Bourai’s ICMI paper, “Automatically Predicting Human Knowledgeability through Non-Verbal Cues,” sought to predict the likelihood that trivia gameshow participants would correctly answer a question utilizing a multimodal computing approach. Bourai’s system combined analysis of audio and video data, using voice tone and rhythm along with eye gaze, head position and facial expression of a participant while answering a question to predict how “knowledgeable” the respondent is about the question topic. Those results were then measured against the predictions of three human subjects attempting the same task. The system consistently performed at or above the level of the accuracy of the humans.
At AAMAS, Bourai will present his paper “I Know What You Don’t Know: Proactive Learning through Targeted Human Interaction.” The paper builds on the work Bourai presented at ICMI by applying a proactive learning technique, an extension of the “active learning” approach that seeks to glean greater information on “oracles” (information sources) in order to make better use of the data they provide.
“Our proactive learning agent was able to observe students answer questions from four pre-determined categories and, based on their speech and facial activity, determine whose answer to trust,” Bourai explained. “We found the model could pinpoint the best student for each category and ask them for aid for a given question.”
Bourai said that his interest in the topics explored in both papers began early in his time in the MCDS program, crediting LTI Assistant Professor Louis-Philippe Morency’s course Human Communication and Multimodal Machine Learning, as well as several other MCDS/Language Technologies Institute faculty members.
“I had previously done work in Question Answering with Professor [and MCDS Program Director] Eric Nyberg during my undergraduate studies and was interested in studying the non-verbal features related to answering questions in humans,” he explained, also thanking current LTI Assistant Professor Matthias Grabmair and former Postdoctoral Researcher Tadas Baltrusaitis, who currently works at Microsoft Research. Bourai would go on to work with LTI Director Jaime Carbonell, who supervised the capstone project that would lead to both papers and served as co-author on the AAMAS paper.

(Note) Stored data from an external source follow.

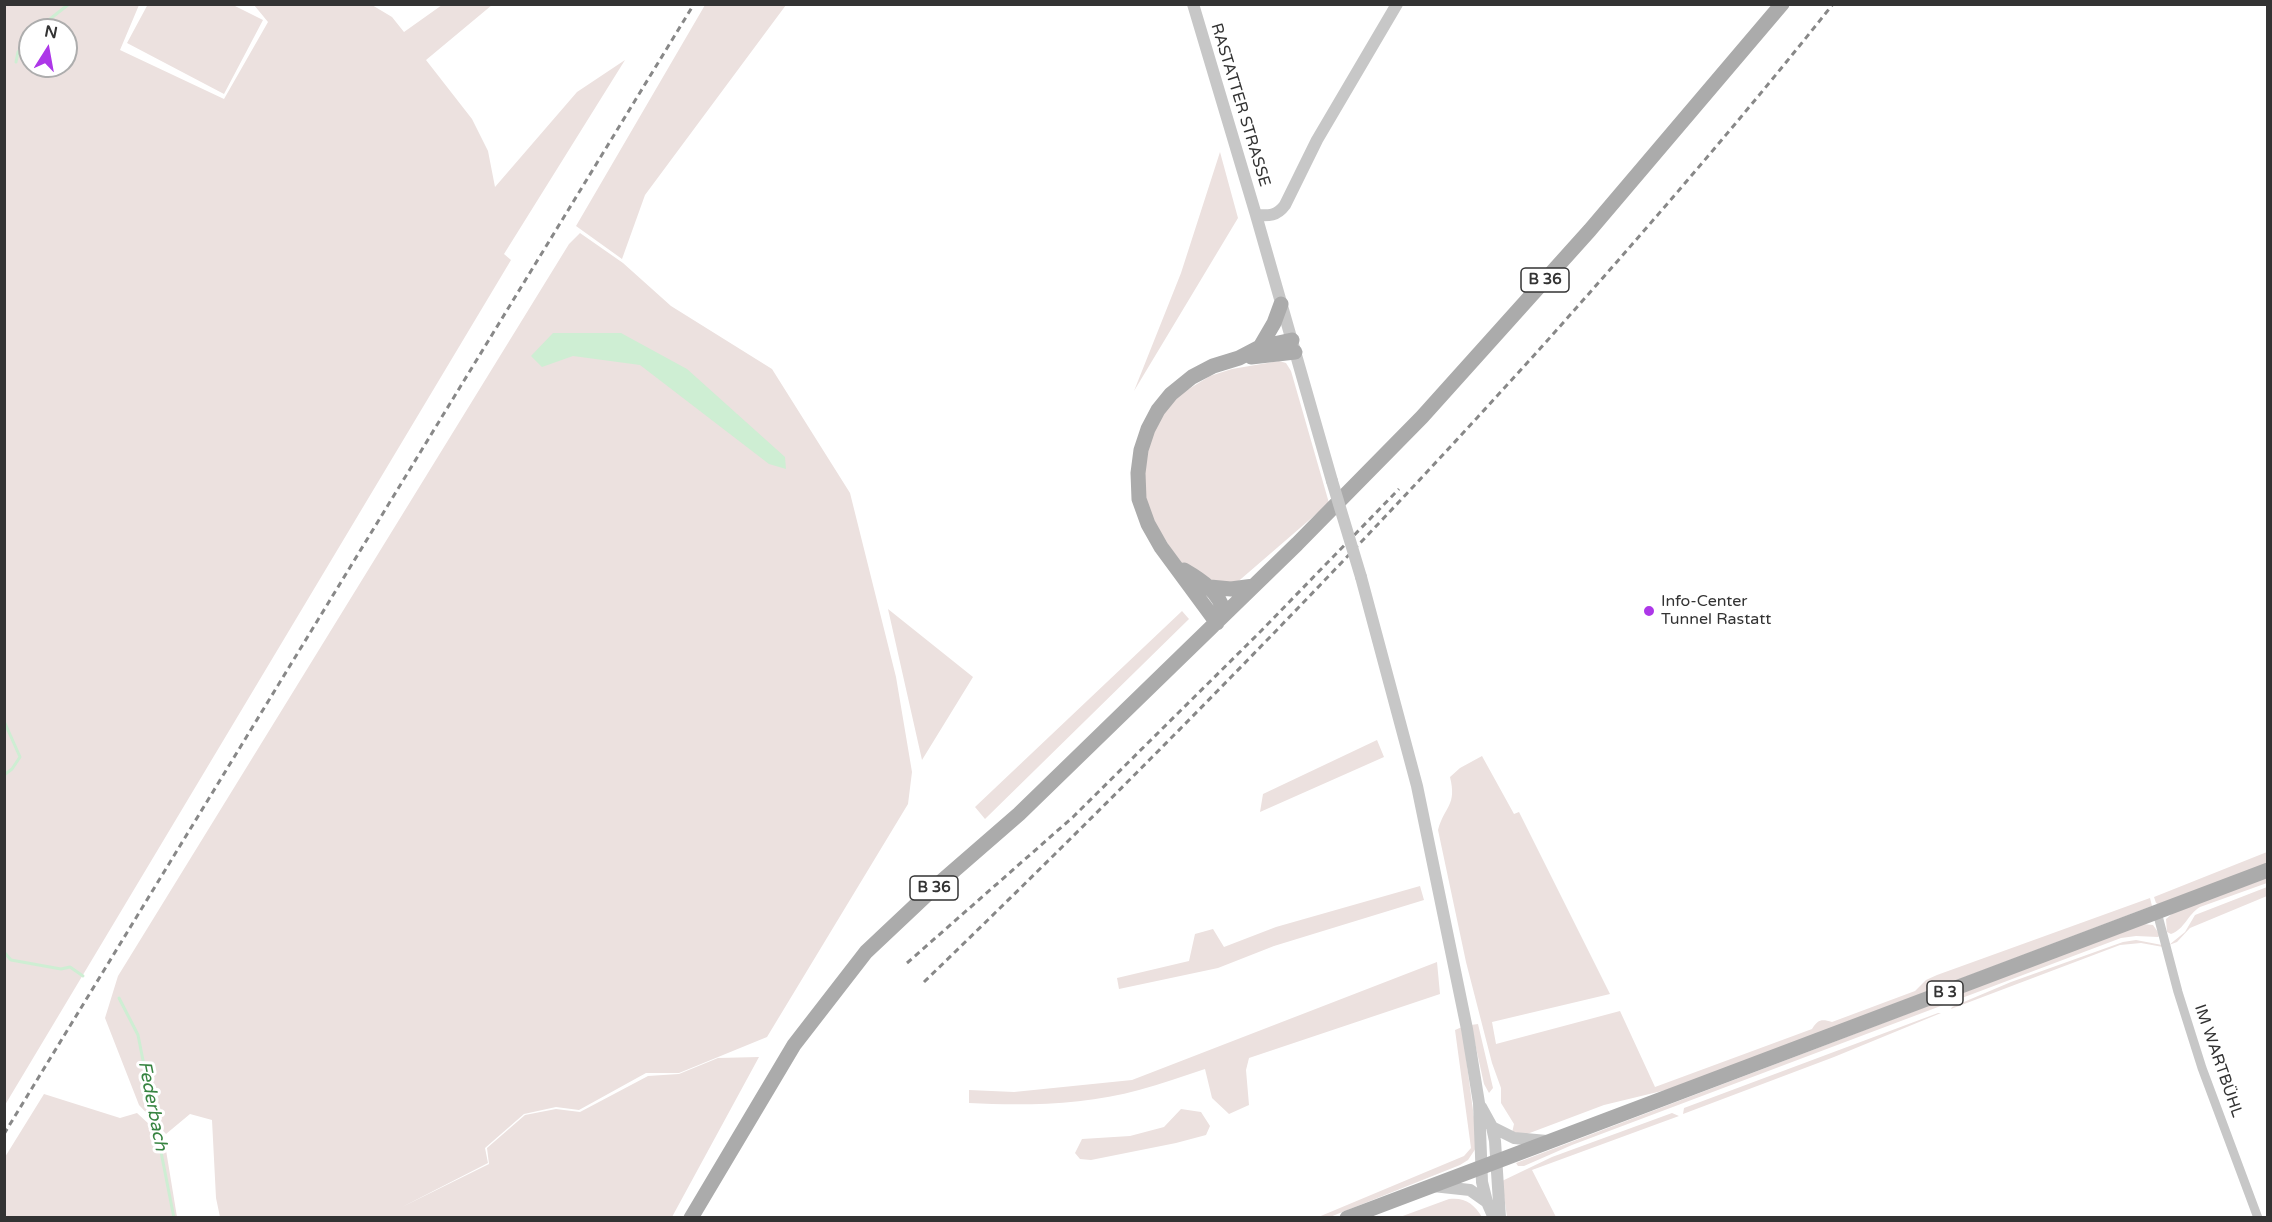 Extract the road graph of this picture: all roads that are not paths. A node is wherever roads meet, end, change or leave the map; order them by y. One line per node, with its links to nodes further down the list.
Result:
1 (1193, 4): 4 (street, RASTATTER STRASSE)
2 (1397, 4): 4 (street)
3 (1782, 4): 10 (main road, B 36)
4 (1256, 215): 5 (street, RASTATTER STRASSE)
5 (1281, 304): 6 (main road); 7 (street, RASTATTER STRASSE)
6 (1260, 346): 7 (main road); 8 (main road)
7 (1294, 346): 8 (main road); 15 (street, RASTATTER STRASSE, bridge)
8 (1239, 358): 9 (main road)
9 (1176, 566): 11 (main road); 12 (main road)
10 (1254, 586): 11 (main road); 12 (main road, B 36)
11 (1210, 587): 12 (main road)
12 (1221, 619): 22 (main road, B 36)
13 (2268, 870): 14 (main road, B 3)
14 (2157, 912): 17 (main road, B 3); 26 (street, IM WARTBÜHL)
15 (1479, 1103): 16 (street); 19 (street)
16 (1492, 1127): 17 (street); 18 (street)
17 (1547, 1141): 18 (main road, B 3)
18 (1496, 1160): 19 (main road, B 3); 25 (street)
19 (1481, 1166): 20 (main road, B 3); 21 (street)
20 (1429, 1186): 21 (street); 23 (main road, B 3)
21 (1487, 1202): 24 (street)
22 (692, 1218)
23 (1347, 1218)
24 (1494, 1218)
25 (1500, 1218)
26 (2258, 1218)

Bourai also went out of his way to explain how his time in the MCDS program has been beneficial to his work at Uber, where he is part of the company’s Machine Teaching and Interactive Learning group. “Although self-driving cars may not have a clear connection to language technologies, the work done in LTI is extremely applicable throughout the industry,” he noted.
ICMI 2017 was the 19th iteration of the conference, which bills itself as “the premier international forum for multidisciplinary research on multimodal human-human and human-computer interaction, interfaces, and system development.” The conference was held November 13-17, 2017 in Glasgow, Scotland. AAMAS, which lays claim to the title of “the largest and most influential conference in the area of agents and multiagent systems,” will hold its 17th edition July 10-15, 2018 in Stockholm, Sweden.